**DATA**:
□ □ □ □

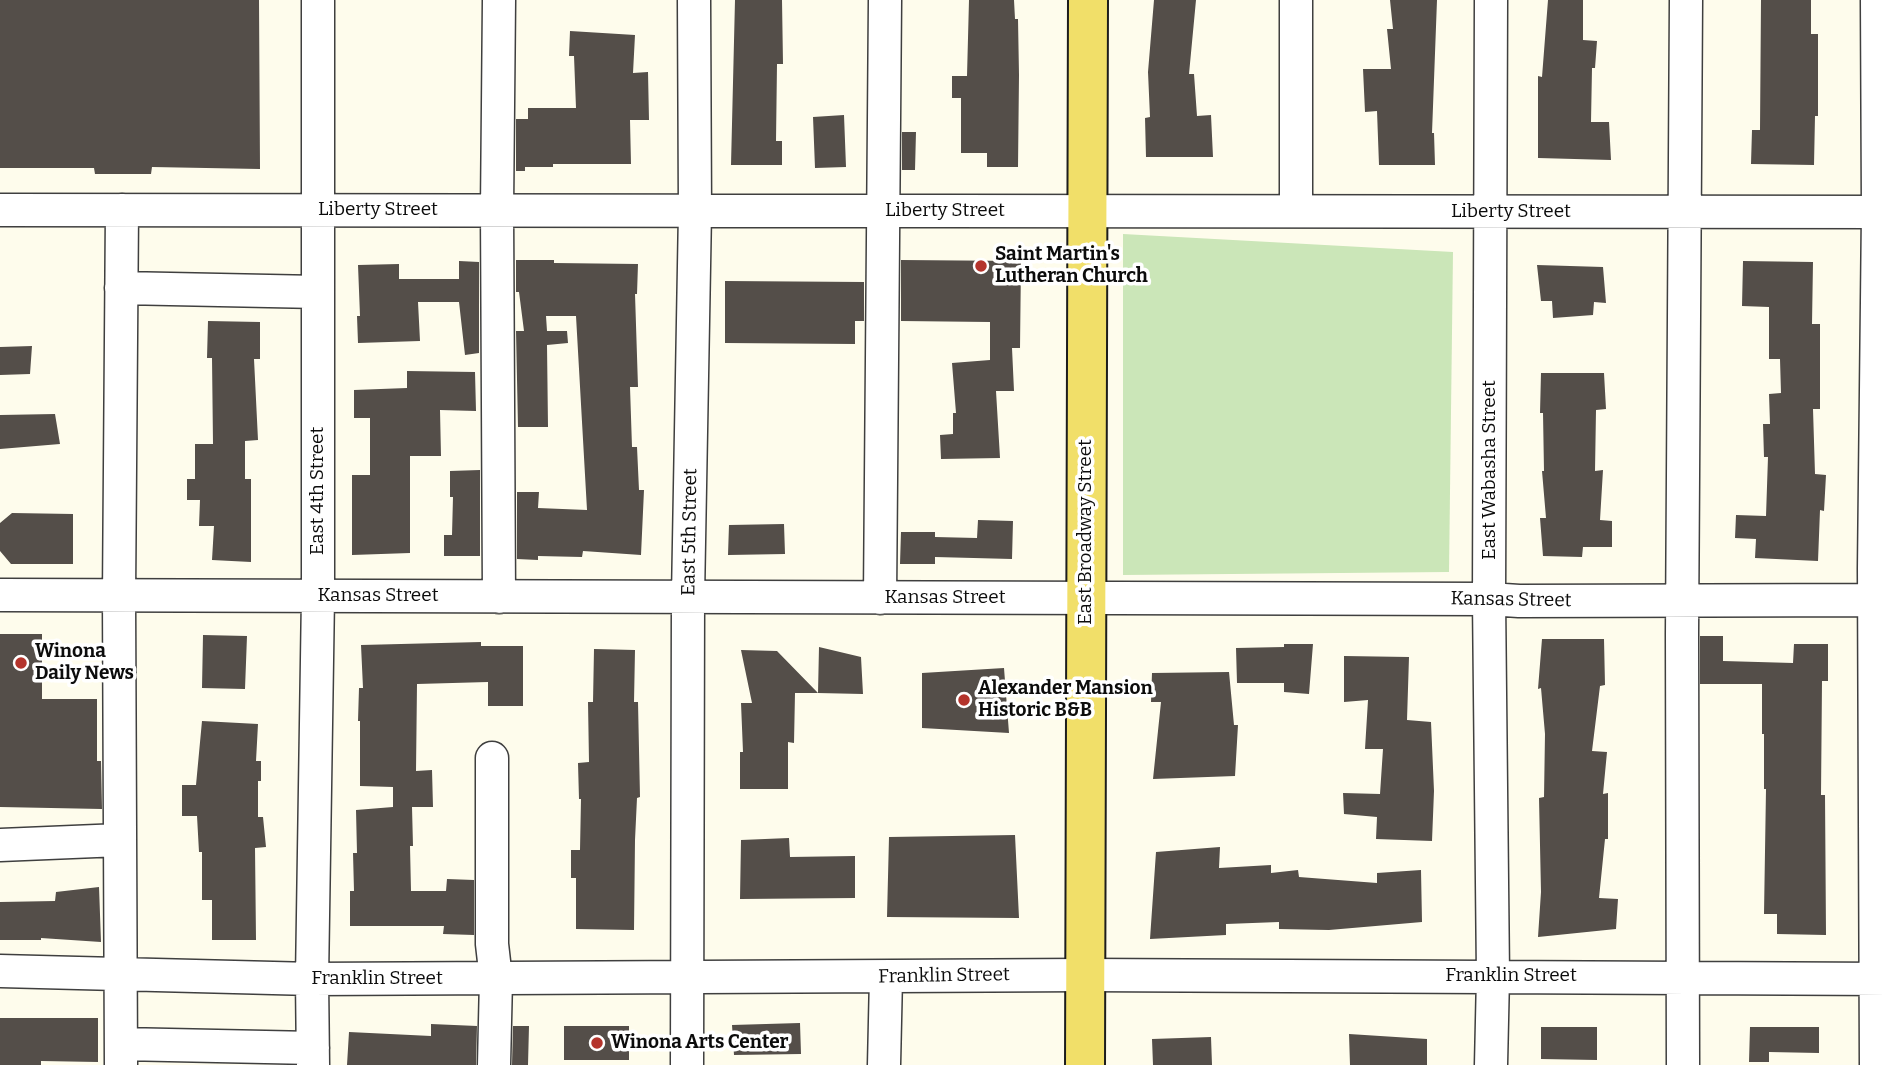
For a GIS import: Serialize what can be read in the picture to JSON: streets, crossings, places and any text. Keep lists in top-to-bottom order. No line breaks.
{"streets":{"main road":["East Broadway Street"],"street":["Liberty Street","East Wabasha Street","East 4th Street","East 5th Street","Kansas Street","Franklin Street"]},"crossings":[["Liberty Street","East Wabasha Street"],["Liberty Street","East 4th Street"],["Liberty Street","East 5th Street"],["Liberty Street","East Broadway Street"],["East Wabasha Street","Kansas Street"],["East Wabasha Street","Franklin Street"],["East 4th Street","Kansas Street"],["East 4th Street","Franklin Street"],["East 5th Street","Kansas Street"],["East 5th Street","Franklin Street"],["East Broadway Street","Kansas Street"],["East Broadway Street","Franklin Street"]],"places":["Saint Martin's Lutheran Church","Winona Daily News","Alexander Mansion Historic B&B","Winona Arts Center"]}
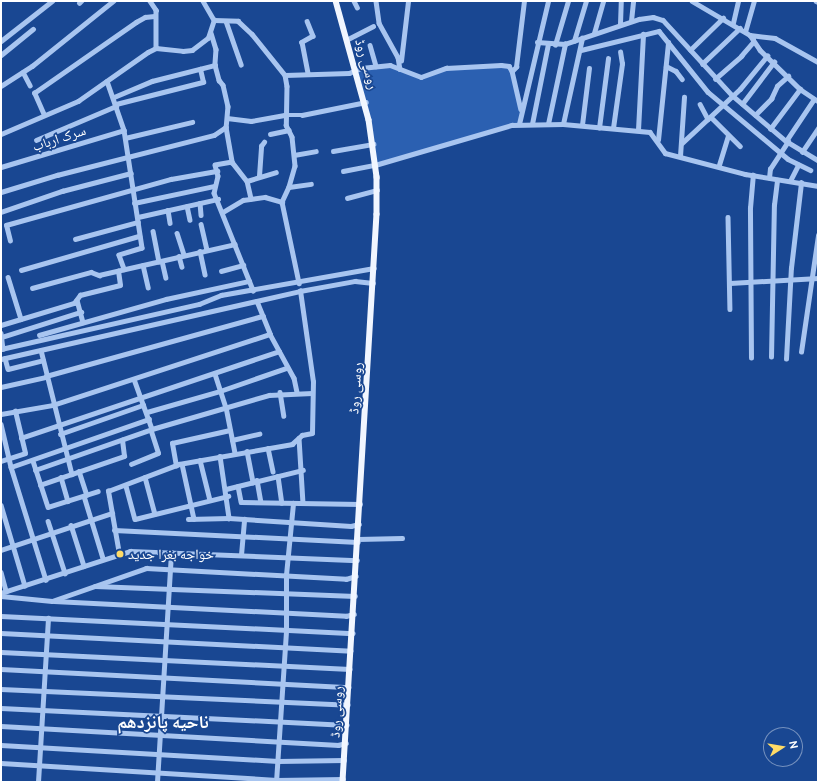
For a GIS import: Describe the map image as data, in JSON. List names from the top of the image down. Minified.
{"streets":{"main road":["روسی روڈ"],"street":["سرک ارباب"]},"districts":["ناحیه پانزدهم"],"places":["خواجه بغرا جدید"],"north":"right"}
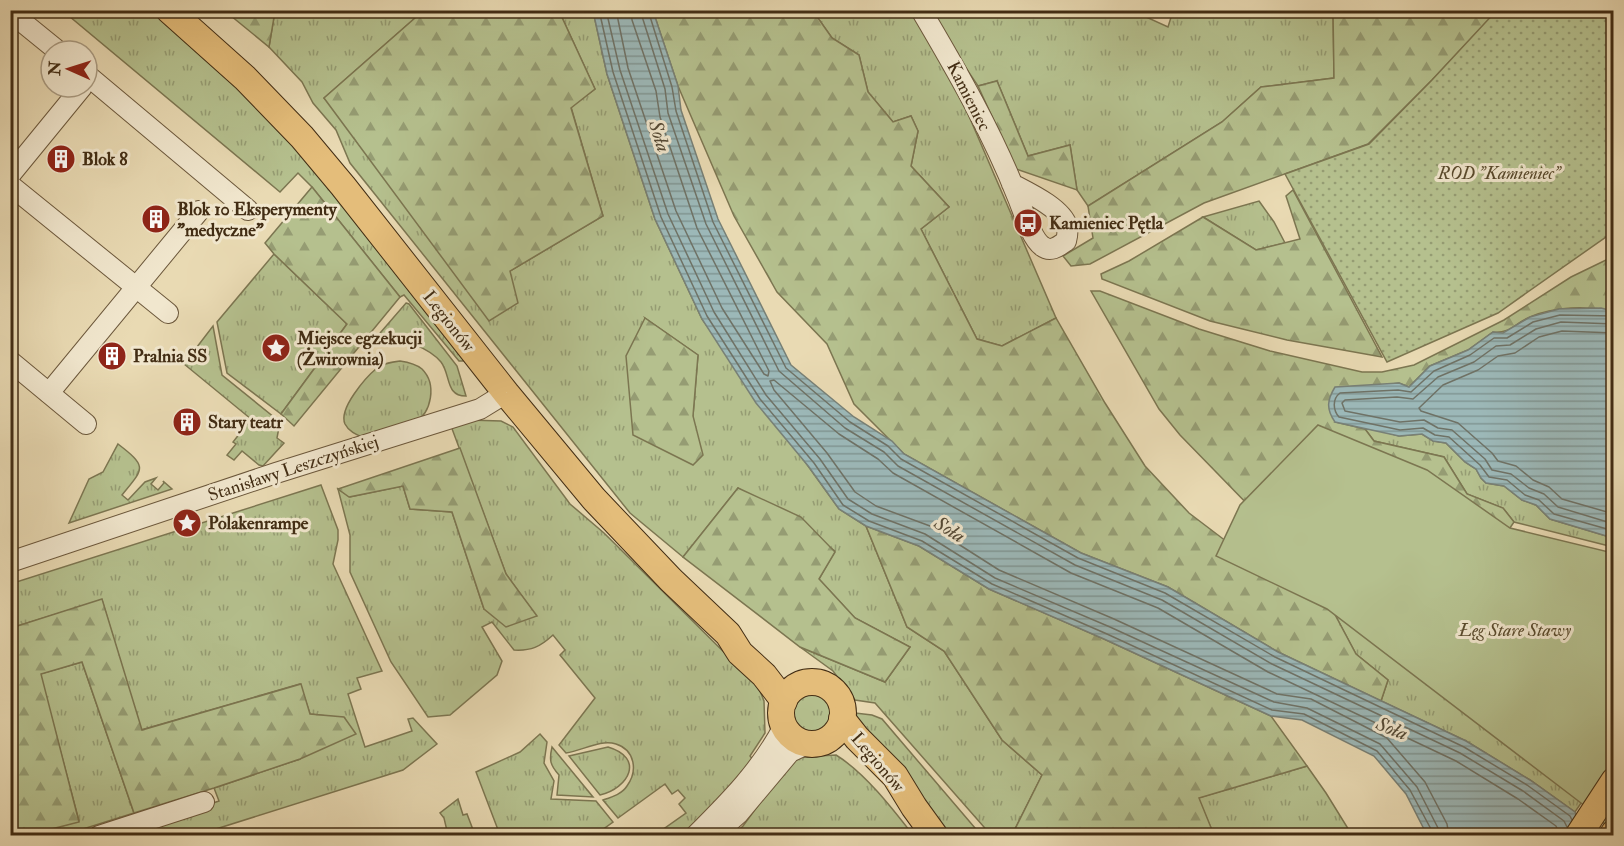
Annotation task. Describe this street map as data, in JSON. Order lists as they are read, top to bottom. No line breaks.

□ □ □ □

**REQUIRED ACTION**: Leaving the images out, retype all the material above exactly.

**EXERCISE OUTPUT**:
For a GIS import: Serialize what can be read in the picture to JSON: streets, crossings, places and any text. Keep lists in top-to-bottom order. No line breaks.
{"streets":{"main road":["East Broadway Street"],"street":["Liberty Street","East Wabasha Street","East 4th Street","East 5th Street","Kansas Street","Franklin Street"]},"crossings":[["Liberty Street","East Wabasha Street"],["Liberty Street","East 4th Street"],["Liberty Street","East 5th Street"],["Liberty Street","East Broadway Street"],["East Wabasha Street","Kansas Street"],["East Wabasha Street","Franklin Street"],["East 4th Street","Kansas Street"],["East 4th Street","Franklin Street"],["East 5th Street","Kansas Street"],["East 5th Street","Franklin Street"],["East Broadway Street","Kansas Street"],["East Broadway Street","Franklin Street"]],"places":["Saint Martin's Lutheran Church","Winona Daily News","Alexander Mansion Historic B&B","Winona Arts Center"]}
For a GIS import: Describe the map image as data, in JSON. List names from the top of the image down. Minified.
{"streets":{"main road":["روسی روڈ"],"street":["سرک ارباب"]},"districts":["ناحیه پانزدهم"],"places":["خواجه بغرا جدید"],"north":"right"}
Annotation task. Describe this street map as data, in JSON. Order lists as they are read, top to bottom. No line breaks.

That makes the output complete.